Stiftung Kindergesundheit alarmiert: Kranke Kinder brauchen sicheren Zugang zu lebenswichtigen Medizinprodukten!
Zusammen mit einer großen Gruppe führender
europäischer Verbände aus dem Bereich der Kindermedizin hat sich die
Stiftung Kindergesundheit heute in einem offenen Brief an EU-
Gesundheitskommissarin Stella Kyriakides gewandt. Darin fordern die
Organisationen dazu auf, den Zugang von Kindern und Patient*innen mit
seltenen Krankheiten zu lebenswichtigen Medizinprodukten sicherzustellen.
Zu den Unterzeichnern gehören u. a. die European Academy of Paediatrics
(EAP) und die European Confederation of Primary Care Paediatricians
(ECPCP).
„Die aktuelle Situation ist äußerst besorgniserregend. Wir sehen uns als
medizinische Verbände in der Verantwortung, uns für den Schutz und die
Versorgung dieser vulnerablen Patientengruppen einzusetzen“, sagt Prof.
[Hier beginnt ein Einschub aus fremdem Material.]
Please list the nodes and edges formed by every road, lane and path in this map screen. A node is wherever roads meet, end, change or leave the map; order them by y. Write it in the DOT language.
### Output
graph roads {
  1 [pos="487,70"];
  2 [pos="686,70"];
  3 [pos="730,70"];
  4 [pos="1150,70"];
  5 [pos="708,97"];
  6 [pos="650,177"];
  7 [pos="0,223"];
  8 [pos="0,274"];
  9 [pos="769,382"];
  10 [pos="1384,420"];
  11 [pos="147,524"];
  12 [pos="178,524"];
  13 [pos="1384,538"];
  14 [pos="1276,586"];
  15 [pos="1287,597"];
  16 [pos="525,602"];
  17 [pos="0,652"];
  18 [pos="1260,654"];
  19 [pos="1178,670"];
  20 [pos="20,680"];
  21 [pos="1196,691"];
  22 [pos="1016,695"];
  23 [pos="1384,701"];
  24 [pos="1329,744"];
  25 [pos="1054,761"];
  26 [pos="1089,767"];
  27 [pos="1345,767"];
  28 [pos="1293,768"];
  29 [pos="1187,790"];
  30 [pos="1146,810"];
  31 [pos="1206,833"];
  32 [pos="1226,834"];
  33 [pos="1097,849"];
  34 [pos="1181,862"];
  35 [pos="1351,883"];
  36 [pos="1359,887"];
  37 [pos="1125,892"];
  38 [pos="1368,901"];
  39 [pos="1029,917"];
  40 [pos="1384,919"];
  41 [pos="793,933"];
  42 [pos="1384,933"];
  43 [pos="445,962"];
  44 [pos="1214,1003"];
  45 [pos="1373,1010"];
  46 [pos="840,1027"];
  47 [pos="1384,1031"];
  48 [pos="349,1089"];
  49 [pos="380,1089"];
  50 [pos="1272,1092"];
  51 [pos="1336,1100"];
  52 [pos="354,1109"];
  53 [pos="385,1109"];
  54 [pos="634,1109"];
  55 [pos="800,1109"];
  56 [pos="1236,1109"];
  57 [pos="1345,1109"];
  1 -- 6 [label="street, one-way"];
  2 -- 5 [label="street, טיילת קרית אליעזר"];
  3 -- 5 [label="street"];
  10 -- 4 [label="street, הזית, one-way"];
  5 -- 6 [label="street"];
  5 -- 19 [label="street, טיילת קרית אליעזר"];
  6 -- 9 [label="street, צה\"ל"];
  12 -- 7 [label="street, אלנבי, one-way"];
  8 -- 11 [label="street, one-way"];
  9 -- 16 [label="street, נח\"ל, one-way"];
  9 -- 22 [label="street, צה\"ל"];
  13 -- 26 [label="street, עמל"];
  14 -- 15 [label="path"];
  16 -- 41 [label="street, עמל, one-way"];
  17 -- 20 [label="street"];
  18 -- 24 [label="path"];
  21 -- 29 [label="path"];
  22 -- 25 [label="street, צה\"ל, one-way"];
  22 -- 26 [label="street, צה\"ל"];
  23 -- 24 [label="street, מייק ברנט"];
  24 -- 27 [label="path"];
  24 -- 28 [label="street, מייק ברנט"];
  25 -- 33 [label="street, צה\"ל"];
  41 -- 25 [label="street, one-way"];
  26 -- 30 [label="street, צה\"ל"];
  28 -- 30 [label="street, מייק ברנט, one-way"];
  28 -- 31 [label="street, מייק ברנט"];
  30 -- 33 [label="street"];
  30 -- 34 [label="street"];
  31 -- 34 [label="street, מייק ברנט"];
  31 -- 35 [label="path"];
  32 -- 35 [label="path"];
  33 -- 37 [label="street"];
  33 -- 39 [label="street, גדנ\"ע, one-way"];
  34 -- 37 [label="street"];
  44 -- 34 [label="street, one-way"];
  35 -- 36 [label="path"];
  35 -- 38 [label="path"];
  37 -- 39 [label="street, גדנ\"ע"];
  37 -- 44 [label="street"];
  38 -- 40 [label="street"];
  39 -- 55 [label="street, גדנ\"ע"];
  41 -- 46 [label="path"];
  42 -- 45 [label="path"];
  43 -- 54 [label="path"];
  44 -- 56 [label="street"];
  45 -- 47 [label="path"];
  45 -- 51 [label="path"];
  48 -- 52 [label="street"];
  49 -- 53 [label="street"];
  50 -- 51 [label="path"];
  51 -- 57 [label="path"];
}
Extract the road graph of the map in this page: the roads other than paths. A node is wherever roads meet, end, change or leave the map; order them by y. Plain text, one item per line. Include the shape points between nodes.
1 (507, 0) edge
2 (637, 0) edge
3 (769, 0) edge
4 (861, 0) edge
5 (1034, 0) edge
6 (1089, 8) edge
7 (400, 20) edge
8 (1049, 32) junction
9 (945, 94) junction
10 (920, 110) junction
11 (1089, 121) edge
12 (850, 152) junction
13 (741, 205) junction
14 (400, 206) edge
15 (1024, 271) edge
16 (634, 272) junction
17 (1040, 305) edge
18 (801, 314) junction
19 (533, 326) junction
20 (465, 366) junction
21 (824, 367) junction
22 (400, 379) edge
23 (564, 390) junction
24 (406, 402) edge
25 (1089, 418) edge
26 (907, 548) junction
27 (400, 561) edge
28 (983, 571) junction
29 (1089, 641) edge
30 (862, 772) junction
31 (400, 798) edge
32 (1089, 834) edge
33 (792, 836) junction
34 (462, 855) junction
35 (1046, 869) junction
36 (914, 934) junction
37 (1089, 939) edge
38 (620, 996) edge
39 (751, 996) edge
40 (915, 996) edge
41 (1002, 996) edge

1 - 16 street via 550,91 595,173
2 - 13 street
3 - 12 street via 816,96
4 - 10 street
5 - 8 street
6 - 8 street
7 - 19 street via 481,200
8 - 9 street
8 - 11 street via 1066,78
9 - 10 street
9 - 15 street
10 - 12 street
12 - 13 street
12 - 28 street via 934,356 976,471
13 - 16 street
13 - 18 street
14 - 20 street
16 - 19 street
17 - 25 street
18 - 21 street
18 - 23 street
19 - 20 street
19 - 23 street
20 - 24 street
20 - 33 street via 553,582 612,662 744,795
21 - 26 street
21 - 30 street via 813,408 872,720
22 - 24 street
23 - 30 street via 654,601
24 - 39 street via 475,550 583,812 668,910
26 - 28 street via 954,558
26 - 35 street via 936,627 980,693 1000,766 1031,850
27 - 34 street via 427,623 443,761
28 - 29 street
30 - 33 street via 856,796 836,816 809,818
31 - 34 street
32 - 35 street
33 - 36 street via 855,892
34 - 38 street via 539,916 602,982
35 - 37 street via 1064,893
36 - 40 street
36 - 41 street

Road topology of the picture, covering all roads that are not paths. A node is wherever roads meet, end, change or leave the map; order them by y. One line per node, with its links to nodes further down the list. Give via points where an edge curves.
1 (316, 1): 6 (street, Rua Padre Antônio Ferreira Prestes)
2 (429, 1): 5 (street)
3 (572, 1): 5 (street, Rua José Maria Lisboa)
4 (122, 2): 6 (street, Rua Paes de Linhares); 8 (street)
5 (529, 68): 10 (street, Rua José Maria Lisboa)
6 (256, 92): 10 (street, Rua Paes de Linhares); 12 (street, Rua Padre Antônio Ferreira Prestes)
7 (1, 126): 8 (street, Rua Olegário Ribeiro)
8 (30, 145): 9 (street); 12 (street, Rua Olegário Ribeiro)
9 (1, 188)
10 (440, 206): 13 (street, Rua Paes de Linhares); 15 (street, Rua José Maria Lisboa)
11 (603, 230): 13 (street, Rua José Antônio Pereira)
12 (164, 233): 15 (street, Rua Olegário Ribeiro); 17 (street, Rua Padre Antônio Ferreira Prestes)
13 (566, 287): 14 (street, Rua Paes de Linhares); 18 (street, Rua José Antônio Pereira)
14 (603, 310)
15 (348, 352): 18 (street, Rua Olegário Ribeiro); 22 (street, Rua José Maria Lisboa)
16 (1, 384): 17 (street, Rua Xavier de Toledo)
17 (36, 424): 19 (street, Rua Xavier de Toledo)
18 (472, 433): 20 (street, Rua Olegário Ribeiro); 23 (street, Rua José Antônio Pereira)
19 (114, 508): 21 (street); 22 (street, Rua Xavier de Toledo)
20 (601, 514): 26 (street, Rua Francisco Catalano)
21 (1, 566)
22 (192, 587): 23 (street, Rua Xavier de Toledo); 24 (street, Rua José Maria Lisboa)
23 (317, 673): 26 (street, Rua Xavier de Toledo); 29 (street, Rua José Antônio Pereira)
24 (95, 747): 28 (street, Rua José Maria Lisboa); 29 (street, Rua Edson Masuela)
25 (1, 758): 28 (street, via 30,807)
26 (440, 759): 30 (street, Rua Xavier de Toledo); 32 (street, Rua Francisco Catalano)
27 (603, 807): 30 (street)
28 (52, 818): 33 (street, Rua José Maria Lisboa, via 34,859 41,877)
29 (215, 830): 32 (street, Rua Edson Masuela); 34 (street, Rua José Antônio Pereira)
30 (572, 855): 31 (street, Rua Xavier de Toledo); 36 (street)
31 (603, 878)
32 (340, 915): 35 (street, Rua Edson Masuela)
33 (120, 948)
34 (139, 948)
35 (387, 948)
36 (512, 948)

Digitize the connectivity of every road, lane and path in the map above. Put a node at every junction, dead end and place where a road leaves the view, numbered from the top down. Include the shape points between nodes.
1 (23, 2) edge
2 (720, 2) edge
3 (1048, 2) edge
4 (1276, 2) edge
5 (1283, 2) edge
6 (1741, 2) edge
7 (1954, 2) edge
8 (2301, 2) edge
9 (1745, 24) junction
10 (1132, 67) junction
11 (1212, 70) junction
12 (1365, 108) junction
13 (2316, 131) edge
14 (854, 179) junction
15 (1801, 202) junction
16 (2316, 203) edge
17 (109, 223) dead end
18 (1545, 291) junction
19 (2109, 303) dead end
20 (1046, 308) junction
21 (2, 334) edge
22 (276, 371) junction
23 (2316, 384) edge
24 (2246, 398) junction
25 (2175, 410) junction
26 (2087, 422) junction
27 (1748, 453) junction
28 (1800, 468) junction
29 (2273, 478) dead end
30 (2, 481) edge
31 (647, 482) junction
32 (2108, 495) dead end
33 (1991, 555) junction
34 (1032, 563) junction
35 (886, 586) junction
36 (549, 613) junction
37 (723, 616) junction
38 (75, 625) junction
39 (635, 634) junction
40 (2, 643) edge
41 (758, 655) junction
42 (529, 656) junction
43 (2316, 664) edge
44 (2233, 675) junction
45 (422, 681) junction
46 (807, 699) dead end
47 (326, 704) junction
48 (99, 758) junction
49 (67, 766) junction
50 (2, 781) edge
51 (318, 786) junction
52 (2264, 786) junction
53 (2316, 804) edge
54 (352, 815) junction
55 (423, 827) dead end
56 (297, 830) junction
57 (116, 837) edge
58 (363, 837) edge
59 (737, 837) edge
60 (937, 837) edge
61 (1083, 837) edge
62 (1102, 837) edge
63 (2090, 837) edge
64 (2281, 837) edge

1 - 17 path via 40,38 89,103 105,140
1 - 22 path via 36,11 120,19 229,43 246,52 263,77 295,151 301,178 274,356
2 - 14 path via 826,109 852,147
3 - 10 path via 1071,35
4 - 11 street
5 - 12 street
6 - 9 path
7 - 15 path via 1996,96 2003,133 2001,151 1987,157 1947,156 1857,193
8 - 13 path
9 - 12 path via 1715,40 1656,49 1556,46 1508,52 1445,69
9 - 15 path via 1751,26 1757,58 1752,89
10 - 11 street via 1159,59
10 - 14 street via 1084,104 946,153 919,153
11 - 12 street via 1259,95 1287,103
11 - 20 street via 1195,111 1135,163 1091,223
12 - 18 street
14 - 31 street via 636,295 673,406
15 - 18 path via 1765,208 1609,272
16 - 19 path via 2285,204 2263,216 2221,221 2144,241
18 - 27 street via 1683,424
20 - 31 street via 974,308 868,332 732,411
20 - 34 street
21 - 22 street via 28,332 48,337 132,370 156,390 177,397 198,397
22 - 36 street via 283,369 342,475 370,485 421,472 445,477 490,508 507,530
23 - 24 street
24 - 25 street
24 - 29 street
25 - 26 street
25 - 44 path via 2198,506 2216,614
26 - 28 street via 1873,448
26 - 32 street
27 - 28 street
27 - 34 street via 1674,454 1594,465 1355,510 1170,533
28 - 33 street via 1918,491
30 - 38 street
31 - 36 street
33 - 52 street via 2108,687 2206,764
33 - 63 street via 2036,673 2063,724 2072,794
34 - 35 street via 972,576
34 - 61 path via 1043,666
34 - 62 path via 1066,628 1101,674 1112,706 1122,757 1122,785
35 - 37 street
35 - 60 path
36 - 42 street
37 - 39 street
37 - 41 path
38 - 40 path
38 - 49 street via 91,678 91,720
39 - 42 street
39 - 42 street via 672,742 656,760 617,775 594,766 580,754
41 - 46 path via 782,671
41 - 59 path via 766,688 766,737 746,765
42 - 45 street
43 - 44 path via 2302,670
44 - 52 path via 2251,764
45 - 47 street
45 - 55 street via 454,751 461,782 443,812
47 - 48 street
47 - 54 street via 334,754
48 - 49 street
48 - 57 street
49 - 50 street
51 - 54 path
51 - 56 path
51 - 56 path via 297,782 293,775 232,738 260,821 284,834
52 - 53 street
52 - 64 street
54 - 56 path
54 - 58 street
Dr. Berthold Koletzko, Vorstandsvorsitzender der Stiftung
Kindergesundheit. Er und die anderen Unterzeichner sehen die Versorgung
der verletzlichsten Mitglieder unserer Gesellschaft in Gefahr. Es geht um
die EU-Medizinprodukteverordnung (MDR). 2017 in Kraft getreten, ist diese
seit Mai 2021 gültig. Die Übergangsbestimmungen dauern noch bis Ende 2028
an.
Die Richtlinie soll die Sicherheit von Medizinprodukten durch ein
verändertes Zulassungsverfahren verbessern. Allerdings führt die Umsetzung
dieser Verordnung zu sehr hohen Kosten und einem langwierigen
Zulassungsprozess, der 18 bis 24 Monate dauern kann. Die Zulassungskosten
eines einzigen Produkts können für einen Marktzugang für die Dauer von
höchstens 5 Jahren beispielsweise über 800.000 € betragen. Das sind mehr
als das 150-fache der Kosten für einen unbefristeten Marktzugang in den
USA für dasselbe Produkt. Bei Medizinprodukten für Kinder, die nur in
geringen Stückzahlen verkauft werden, können die Hersteller diese hohen
Regulierungskosten nicht decken. Deshalb werden solche Produkte vom Markt
genommen, obwohl sie für eine Behandlung bei bestimmten Erkrankungen
unverzichtbar sind. Es droht der Verlust von Medizinprodukten mit
essentieller Bedeutung für Kinder und anderen Patient*innen mit seltenen
Krankheiten in der EU. Auch die Entwicklung neuer und besserer
Behandlungsmethoden wird ausgebremst.
Diese Situation hat bereits heute Auswirkungen auf die
Patientenversorgung. So sind beispielsweise bestimmte lebensrettende
Medizinprodukte für Neugeborene mit angeborenen Herzfehlern nicht mehr am
Markt verfügbar und die behandelnden Kliniken können nur noch ihre
Restbestände einsetzen. Für jüngere Kinder mit Nierenerkrankungen im
Endstadium droht ein Versorgungsengpass mit altersgerechten
Dialysegeräten.
„Wir fordern die Verantwortlichen auf EU- und auf nationalen Ebene auf,
rasch Lösungen zu finden, die die angemessene Versorgung schwer erkrankter
Kinder ermöglichen“, so Koletzko weiter. Die Politik müsse dringend und
umgehend Maßnahmen ergreifen, um sicherzustellen, dass diese
Medizinprodukte verfügbar blieben. Neben Übergangslösungen brauche es ein
EU-weites Überwachungssystem, um das Verschwinden oder den Mangel an
bestimmten Medizinprodukten zu erkennen sowie schnelle und kostengünstige
Prüfverfahren für hochrisikoreiche Medizinprodukte.